Posted by laurell 8 - Washington (My Page) on
Thu, Aug 11, 11 at 10:41

I posted this on the PNW forum, but I figured that I would post here to get your guys' expert opinions as well.

We FINALLY tore out some of the almost 40 year old junipers from the front of our house (half of them was 9 - 4 feet apart!). We are replanting the lawn (ugh - it'll come out in 2 years when hubby is over it and there's more money to do more extensive landscaping) but will be rebuilding an L-shaped berm and doing some plantings on it. For now, I'm going to do 3 clusters of plantings, one at each corner that can eventually melt into each other as funds become available and I develop a clearer understanding of the space without those horrific bushes there.
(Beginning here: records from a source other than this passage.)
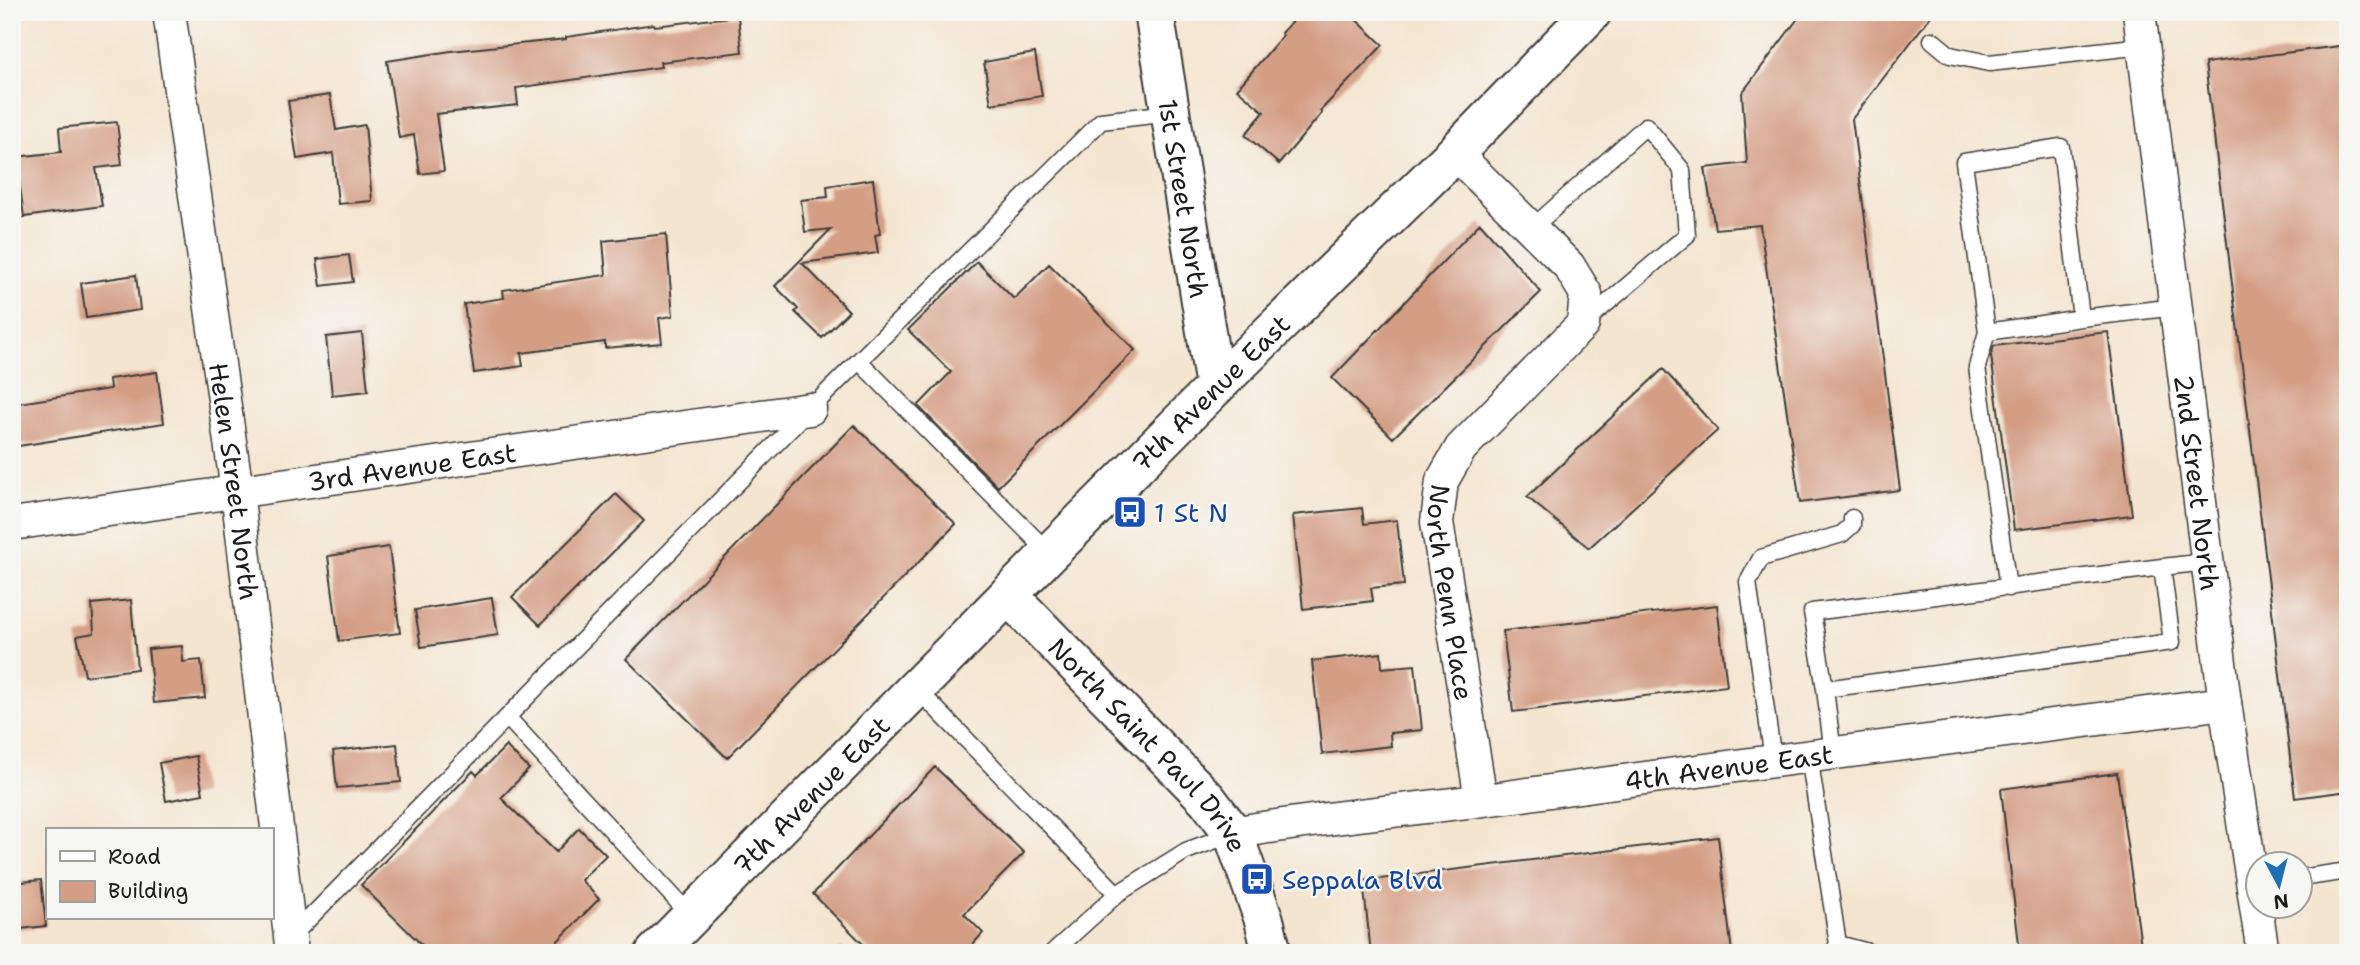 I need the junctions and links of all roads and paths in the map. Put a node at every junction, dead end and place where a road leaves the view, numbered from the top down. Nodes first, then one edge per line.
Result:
1 (169, 12) edge
2 (1154, 12) edge
3 (1592, 12) edge
4 (2139, 12) edge
5 (1932, 40) dead end
6 (2143, 46) junction
7 (1170, 113) junction
8 (1455, 153) junction
9 (1532, 228) junction
10 (2176, 307) junction
11 (2081, 318) junction
12 (1583, 324) junction
13 (1987, 332) junction
14 (859, 360) junction
15 (1215, 387) junction
16 (810, 409) junction
17 (237, 491) junction
18 (1853, 518) dead end
19 (12, 524) edge
20 (1049, 554) junction
21 (2207, 562) junction
22 (2162, 566) junction
23 (2008, 588) junction
24 (1007, 595) junction
25 (916, 688) junction
26 (1825, 689) junction
27 (2225, 703) junction
28 (507, 717) junction
29 (1821, 755) junction
30 (1773, 760) junction
31 (1481, 800) junction
32 (1233, 833) junction
33 (2250, 850) edge
34 (2348, 871) edge
35 (2314, 876) edge
36 (1117, 894) junction
37 (691, 916) junction
38 (2260, 920) edge
39 (291, 946) edge
40 (1835, 948) edge
41 (655, 953) edge
42 (1052, 953) edge
43 (1272, 953) edge
44 (1872, 953) edge
45 (2263, 953) edge

1 - 17 street, Helen Street North
2 - 7 street, 1st Street North
3 - 8 street, 7th Avenue East
4 - 6 street, 2nd Street North
5 - 6 lane
6 - 10 street, 2nd Street North
7 - 14 lane
7 - 15 street, 1st Street North
8 - 9 street
8 - 15 street, 7th Avenue East
9 - 12 street
9 - 12 lane
10 - 11 lane
10 - 21 street, 2nd Street North
11 - 13 lane
11 - 13 lane
12 - 31 street, North Penn Place
13 - 23 lane
14 - 16 lane
14 - 20 lane
15 - 20 street, 7th Avenue East
16 - 17 street, 3rd Avenue East
16 - 28 lane
17 - 19 street, 3rd Avenue East
17 - 39 street, Helen Street North
18 - 30 lane
20 - 24 street, 7th Avenue East
21 - 22 lane
21 - 27 street, 2nd Street North
22 - 23 lane
22 - 26 lane
23 - 26 lane
24 - 25 street, 7th Avenue East
24 - 32 street, North Saint Paul Drive
25 - 36 lane
25 - 37 street, 7th Avenue East
26 - 29 lane
27 - 29 street, 4th Avenue East
27 - 33 street, 2nd Street North
28 - 37 lane
28 - 39 lane
29 - 30 street, 4th Avenue East
29 - 40 lane
30 - 31 street, 4th Avenue East
31 - 32 street, 4th Avenue East
32 - 36 lane
32 - 43 street, North Saint Paul Drive
34 - 35 lane
36 - 42 lane
37 - 41 street, 7th Avenue East
38 - 45 street, 2nd Street North
40 - 44 lane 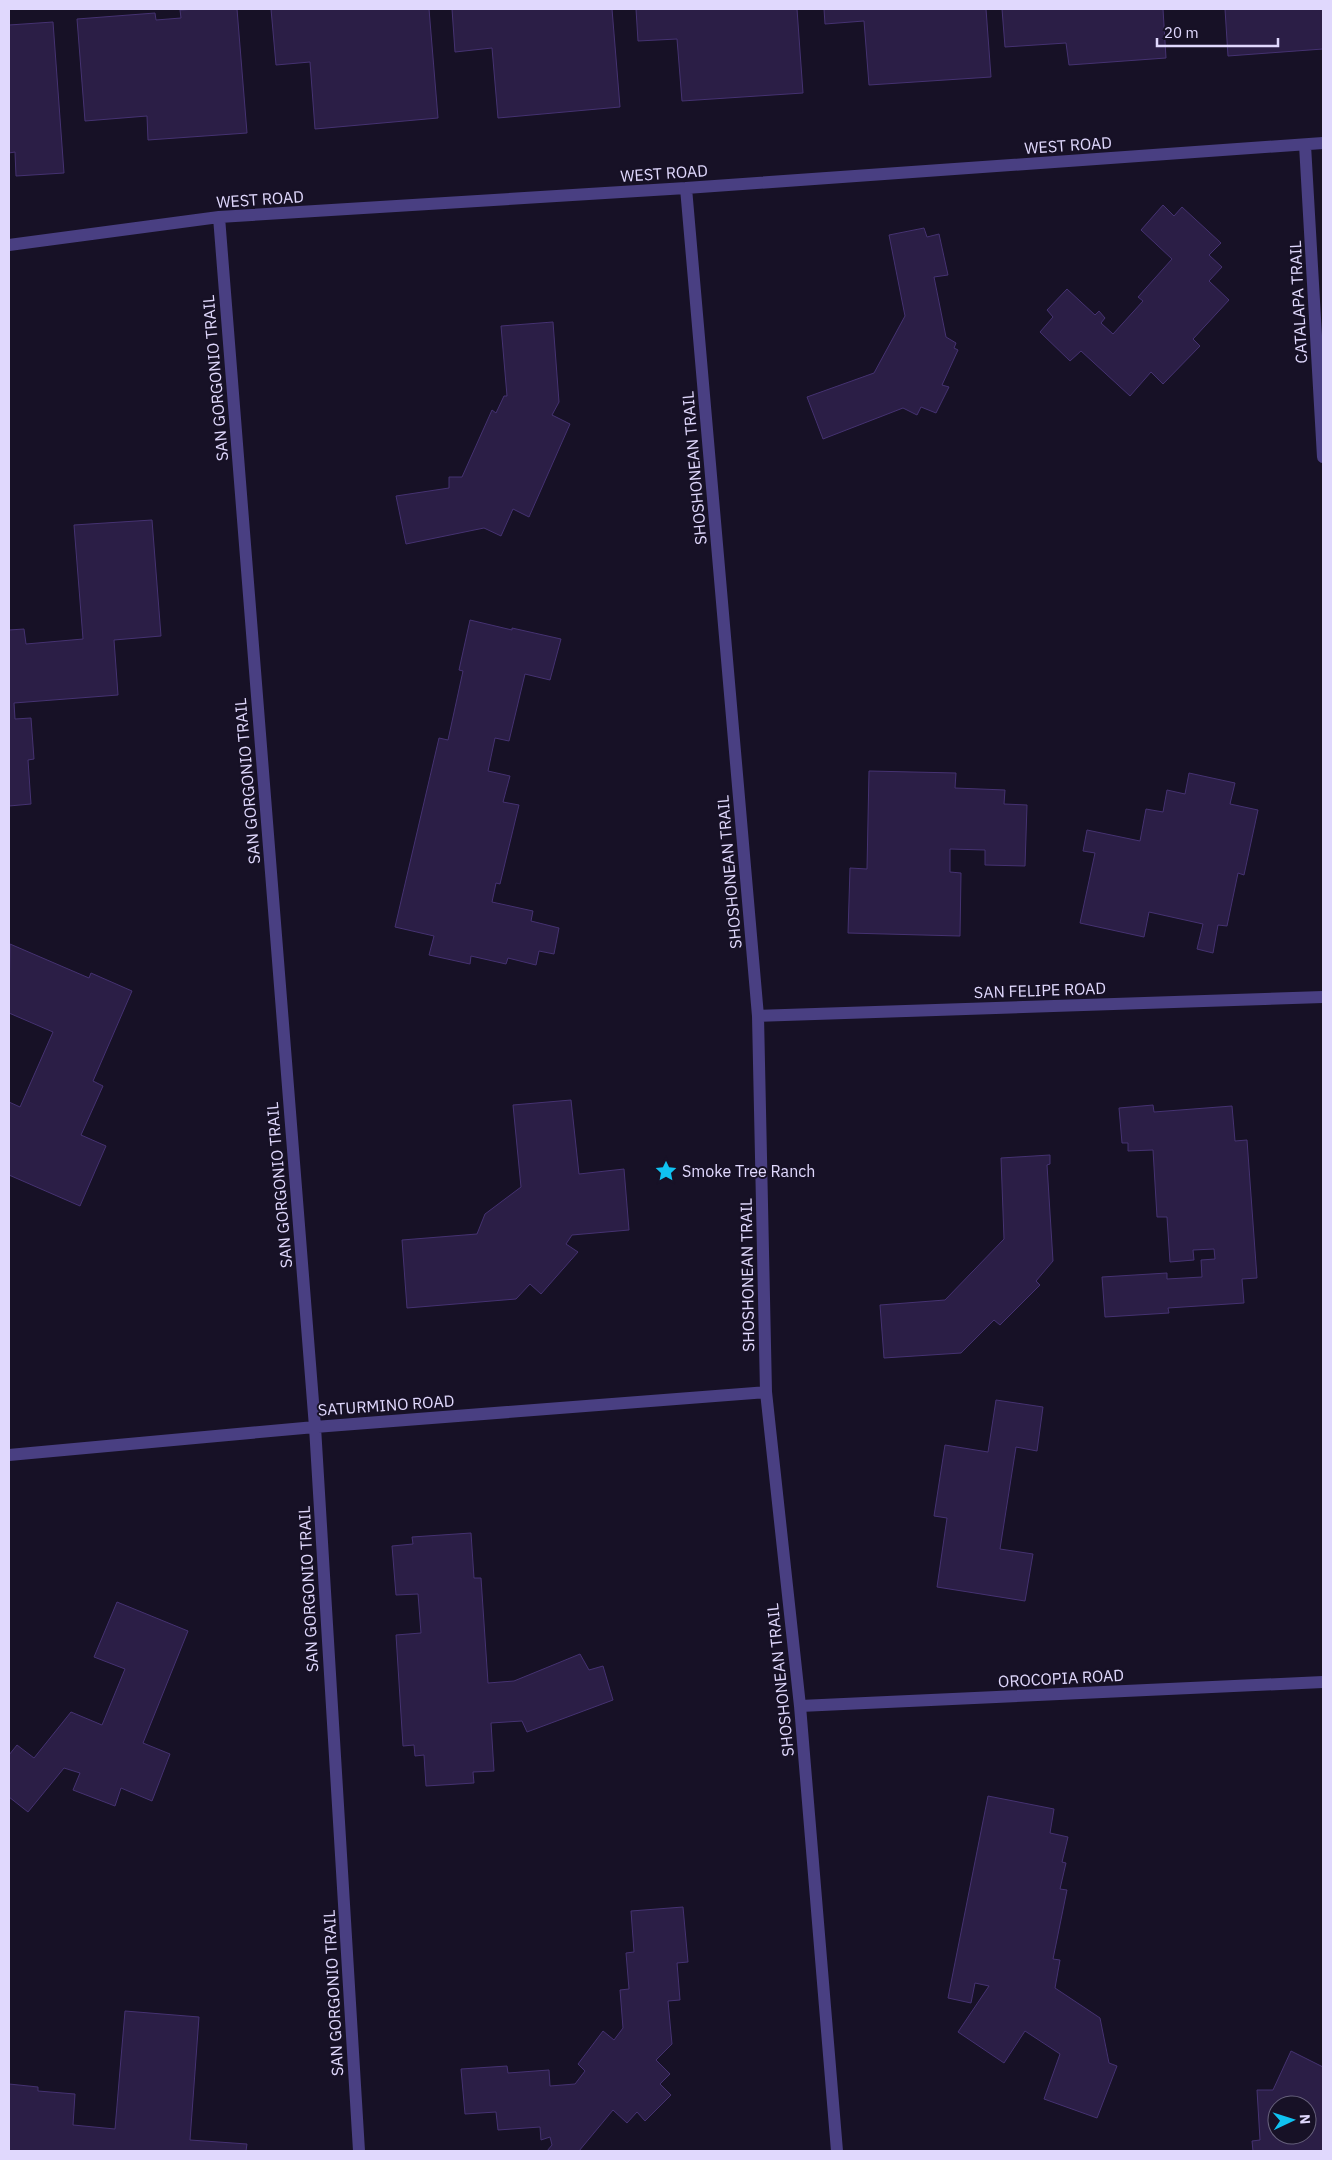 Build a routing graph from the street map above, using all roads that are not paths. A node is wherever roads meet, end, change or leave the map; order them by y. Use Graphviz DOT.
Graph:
graph roads {
  1 [pos="1323,143"];
  2 [pos="1305,145"];
  3 [pos="686,188"];
  4 [pos="219,217"];
  5 [pos="9,244"];
  6 [pos="1323,457"];
  7 [pos="1323,997"];
  8 [pos="758,1016"];
  9 [pos="766,1392"];
  10 [pos="315,1426"];
  11 [pos="9,1455"];
  12 [pos="1323,1682"];
  13 [pos="800,1706"];
  14 [pos="359,2151"];
  15 [pos="837,2151"];
  1 -- 2 [label="street, WEST ROAD"];
  2 -- 3 [label="street, WEST ROAD"];
  2 -- 6 [label="street, CATALAPA TRAIL"];
  3 -- 4 [label="street, WEST ROAD"];
  3 -- 8 [label="street, SHOSHONEAN TRAIL"];
  4 -- 5 [label="street, WEST ROAD"];
  4 -- 10 [label="street, SAN GORGONIO TRAIL"];
  7 -- 8 [label="street, SAN FELIPE ROAD"];
  8 -- 9 [label="street, SHOSHONEAN TRAIL"];
  9 -- 10 [label="street, SATURMINO ROAD"];
  9 -- 13 [label="street, SHOSHONEAN TRAIL"];
  10 -- 11 [label="street, SATURMINO ROAD"];
  10 -- 14 [label="street, SAN GORGONIO TRAIL"];
  12 -- 13 [label="street, OROCOPIA ROAD"];
  13 -- 15 [label="street, SHOSHONEAN TRAIL"];
}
We're having 10 yards of compost delivered (2-3 of which will be going on the lawn portion, the remainder will get stirred into the rocky sandy dirt) to build up a bit of a berm, and then I want to plant drought resistant plants (I don't mind watering to get things established, but I'd rather spend my time watering my more high maintenance beds in the back that have tons of flowers and vegetables). The area is full full full sun, as in it only gets shade when the sun is down.
I've chosen to go with a blue/purple/purple-pinky/white color palette for blooms (my back yard is a rainbow and at times it feels a bit disjointed). I've taken to thinking of the 3 separate corners as "vignettes."

I've included a couple pictures of the areas that will be vignettes, and the main grassy part, plus the rocky thing. The front picture shows the yard much as it sits tonight, the junipers along the side of the house are going in a few weeks, but hubby wants to get the grass going now, so we need soil, and he is insistent that the house not be sporting "a huge unplanted berm of dirt."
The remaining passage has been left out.